In the oxygen-haemoglobin dissociation curve, 2,3-bisphosphoglycerate (2,3-BPG) reduces haemoglobin's O₂ affinity by:

• A Covalently modifying a histidine residue on the alpha subunit, shifting allosteric equilibrium
• B Competing with CO₂ for the same binding site on the beta subunit N-terminus
• C Binding to the central cavity of deoxyhaemoglobin and stabilising the T (tense) conformation ✓
• D Increasing cooperativity between haem groups by altering haem-haem interactions

Explanation

2,3-BPG is a polyanion that binds within the central cavity of the deoxy (T-state) haemoglobin tetramer, making electrostatic interactions with positively charged residues on the beta chains (Val-1, His-2, Lys-82, His-143).
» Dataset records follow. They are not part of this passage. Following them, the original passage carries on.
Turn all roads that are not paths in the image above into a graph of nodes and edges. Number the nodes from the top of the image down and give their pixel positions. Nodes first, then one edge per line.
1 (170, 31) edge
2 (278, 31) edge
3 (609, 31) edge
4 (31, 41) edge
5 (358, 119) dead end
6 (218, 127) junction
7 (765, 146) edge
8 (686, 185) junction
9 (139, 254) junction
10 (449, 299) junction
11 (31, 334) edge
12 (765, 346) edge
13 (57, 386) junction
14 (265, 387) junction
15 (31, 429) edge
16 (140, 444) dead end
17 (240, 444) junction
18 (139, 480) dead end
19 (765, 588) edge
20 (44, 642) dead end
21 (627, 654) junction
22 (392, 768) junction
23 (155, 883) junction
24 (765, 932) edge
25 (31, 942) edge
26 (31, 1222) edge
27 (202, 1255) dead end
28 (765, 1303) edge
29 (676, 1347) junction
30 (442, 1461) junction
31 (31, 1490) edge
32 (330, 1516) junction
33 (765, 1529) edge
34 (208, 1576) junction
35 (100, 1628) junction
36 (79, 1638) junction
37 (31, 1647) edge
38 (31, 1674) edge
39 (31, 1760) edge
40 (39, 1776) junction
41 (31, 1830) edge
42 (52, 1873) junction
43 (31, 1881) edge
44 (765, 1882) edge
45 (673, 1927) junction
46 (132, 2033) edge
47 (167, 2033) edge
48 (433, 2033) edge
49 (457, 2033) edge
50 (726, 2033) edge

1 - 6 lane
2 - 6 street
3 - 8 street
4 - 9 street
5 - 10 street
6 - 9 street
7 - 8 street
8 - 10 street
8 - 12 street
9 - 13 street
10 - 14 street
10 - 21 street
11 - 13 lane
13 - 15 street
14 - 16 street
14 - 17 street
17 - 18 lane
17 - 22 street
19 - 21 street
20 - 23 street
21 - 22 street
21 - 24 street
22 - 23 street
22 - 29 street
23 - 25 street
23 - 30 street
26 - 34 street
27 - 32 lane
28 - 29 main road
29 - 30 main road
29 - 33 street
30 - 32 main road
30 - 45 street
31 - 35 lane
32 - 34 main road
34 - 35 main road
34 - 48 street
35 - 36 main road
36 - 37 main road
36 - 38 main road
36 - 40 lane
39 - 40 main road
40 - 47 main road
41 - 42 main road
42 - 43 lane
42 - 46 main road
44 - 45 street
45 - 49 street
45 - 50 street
This preferentially stabilises the T conformation, increasing the energy required for the R (oxy) transition and thereby shifting the O₂-Hb dissociation curve rightward (decreased O₂ affinity, increased P50). Fetal Hb (HbF) with gamma chains has weaker 2,3-BPG binding, explaining its higher O₂ affinity. CO₂ binds as carbamino compounds to N-terminal amino groups, not the same site as 2,3-BPG.

Reference: Guyton & Hall, Textbook of Medical Physiology, 14th ed.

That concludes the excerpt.